ACTIVITY:
When a line below contains the string "highway", show that line.
━━━ MATERIAL SHOWN ━━━
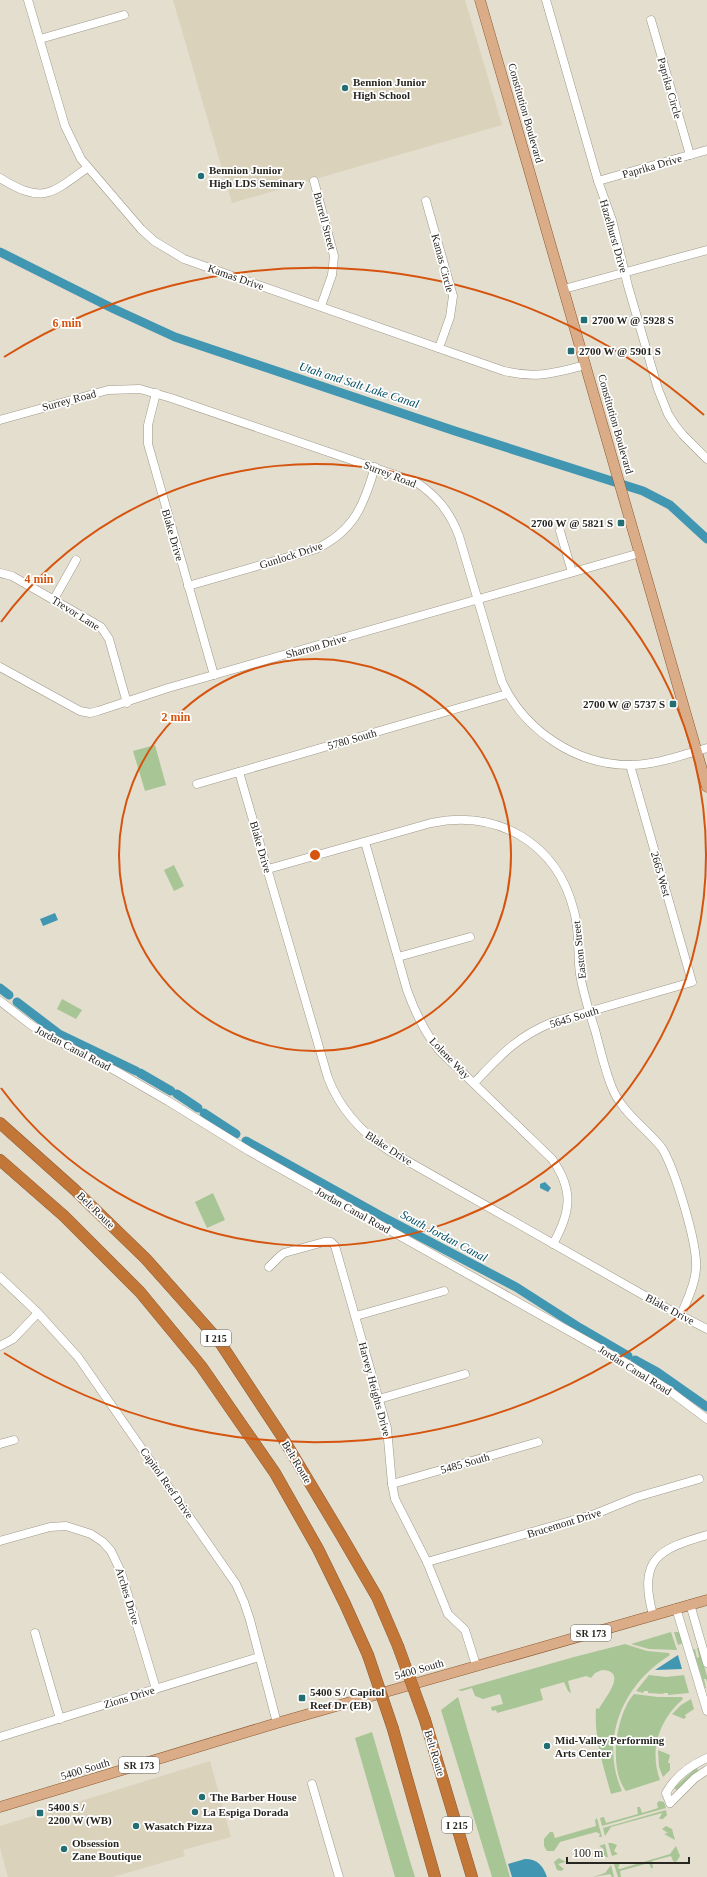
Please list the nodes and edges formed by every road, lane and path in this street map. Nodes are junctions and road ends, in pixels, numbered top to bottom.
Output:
1 (28, 0) edge
2 (480, 0) edge
3 (546, 0) edge
4 (124, 14) dead end
5 (650, 20) dead end
6 (40, 39) junction
7 (707, 150) edge
8 (690, 155) junction
9 (88, 168) junction
10 (0, 178) edge
11 (314, 181) dead end
12 (598, 181) junction
13 (426, 201) dead end
14 (707, 250) edge
15 (625, 273) junction
16 (564, 289) junction
17 (321, 306) junction
18 (439, 348) junction
19 (586, 365) junction
20 (156, 393) junction
21 (0, 420) edge
22 (707, 459) edge
23 (375, 467) junction
24 (560, 531) dead end
25 (640, 553) junction
26 (76, 560) dead end
27 (572, 572) junction
28 (0, 573) edge
29 (188, 586) junction
30 (54, 599) junction
31 (477, 600) junction
32 (0, 667) edge
33 (214, 675) junction
34 (507, 694) junction
35 (127, 703) junction
36 (707, 748) edge
37 (697, 751) junction
38 (630, 765) junction
39 (239, 772) junction
40 (198, 784) dead end
41 (707, 787) edge
42 (365, 842) junction
43 (268, 869) junction
44 (470, 937) dead end
45 (398, 957) junction
46 (692, 982) joint
47 (0, 1001) edge
48 (590, 1012) junction
49 (474, 1083) junction
50 (0, 1123) edge
51 (0, 1160) edge
52 (553, 1244) junction
53 (270, 1267) dead end
54 (0, 1277) edge
55 (444, 1291) dead end
56 (38, 1313) junction
57 (681, 1315) junction
58 (356, 1316) junction
59 (707, 1329) edge
60 (0, 1346) edge
61 (465, 1374) dead end
62 (379, 1399) junction
63 (707, 1419) edge
64 (14, 1440) dead end
65 (538, 1442) dead end
66 (0, 1444) edge
67 (699, 1478) dead end
68 (392, 1484) junction
69 (707, 1535) edge
70 (0, 1541) edge
71 (427, 1562) junction
72 (707, 1600) edge
73 (690, 1604) junction
74 (676, 1608) junction
75 (653, 1615) junction
76 (35, 1633) dead end
77 (259, 1657) junction
78 (707, 1663) edge
79 (476, 1665) junction
80 (156, 1689) junction
81 (707, 1712) edge
82 (60, 1718) junction
83 (277, 1722) junction
84 (0, 1737) edge
85 (707, 1758) edge
86 (707, 1770) edge
87 (312, 1784) dead end
88 (0, 1807) edge
89 (339, 1877) edge
90 (435, 1877) edge
91 (472, 1877) edge

1 - 6 street, Kamas Drive
2 - 16 main road, Constitution Boulevard
3 - 12 street, Hazelhurst Drive
4 - 6 street
5 - 8 street, Paprika Circle
6 - 9 street, Kamas Drive
7 - 8 street, Paprika Drive
8 - 12 street, Paprika Drive
9 - 10 street
9 - 17 street, Kamas Drive
11 - 17 street, Burrell Street
12 - 15 street, Hazelhurst Drive
13 - 18 street, Kamas Circle
14 - 15 street
15 - 16 street
15 - 22 street, Hazelhurst Drive
16 - 19 main road, Constitution Boulevard
17 - 18 street, Kamas Drive
18 - 19 street, Kamas Drive
19 - 25 main road, Constitution Boulevard
20 - 21 street, Surrey Road
20 - 23 street, Surrey Road
20 - 29 street, Blake Drive
23 - 29 street, Gunlock Drive
23 - 31 street, Surrey Road
24 - 27 street
25 - 27 street, Sharron Drive
25 - 37 main road, Constitution Boulevard
26 - 30 street
27 - 31 street, Sharron Drive
28 - 30 street, Trevor Lane
29 - 33 street, Blake Drive
30 - 35 street, Trevor Lane
31 - 33 street, Sharron Drive
31 - 34 street, Surrey Road
32 - 35 street, Sharron Drive
33 - 35 street, Sharron Drive
34 - 38 street, Surrey Road
34 - 39 street, 5780 South
36 - 37 street, Surrey Road
37 - 38 street, Surrey Road
37 - 41 main road, Constitution Boulevard
38 - 46 street, 2665 West
39 - 40 street, 5780 South
39 - 43 street, Blake Drive
42 - 43 street, Easton Street
42 - 45 street, Lolene Way
42 - 48 street, Easton Street
43 - 52 street, Blake Drive
44 - 45 street
45 - 49 street, Lolene Way
46 - 48 street, 5645 South
47 - 63 street, Jordan Canal Road
48 - 49 street, 5645 South
48 - 57 street, Easton Street
49 - 52 street, Lolene Way
50 - 91 highway, Belt Route / I 215, bridge
51 - 90 highway, I 215, bridge
52 - 57 street, Blake Drive
53 - 58 street, Harvey Heights Drive
54 - 56 street, Capitol Reef Drive
55 - 58 street
56 - 60 street
56 - 77 street, Capitol Reef Drive
57 - 59 street, Blake Drive
58 - 62 street, Harvey Heights Drive
61 - 62 street
62 - 68 street, Harvey Heights Drive
64 - 66 street
65 - 68 street, 5485 South
67 - 71 street, Brucemont Drive
68 - 71 street, Harvey Heights Drive
69 - 75 street
70 - 80 street, Arches Drive
71 - 79 street, Harvey Heights Drive
72 - 73 main road, 5400 South / SR 173
73 - 74 main road, 5400 South / SR 173
73 - 78 street
74 - 75 main road, 5400 South / SR 173
74 - 81 street
75 - 79 main road, 5400 South / SR 173
76 - 82 street
77 - 80 street, Zions Drive
77 - 83 street, Capitol Reef Drive
79 - 83 main road, 5400 South / SR 173
80 - 82 street, Zions Drive
82 - 84 street, Zions Drive
83 - 88 main road, 5400 South / SR 173
85 - 86 street
87 - 89 street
━━━
RESULT OF THIS TASK:
50 - 91 highway, Belt Route / I 215, bridge
51 - 90 highway, I 215, bridge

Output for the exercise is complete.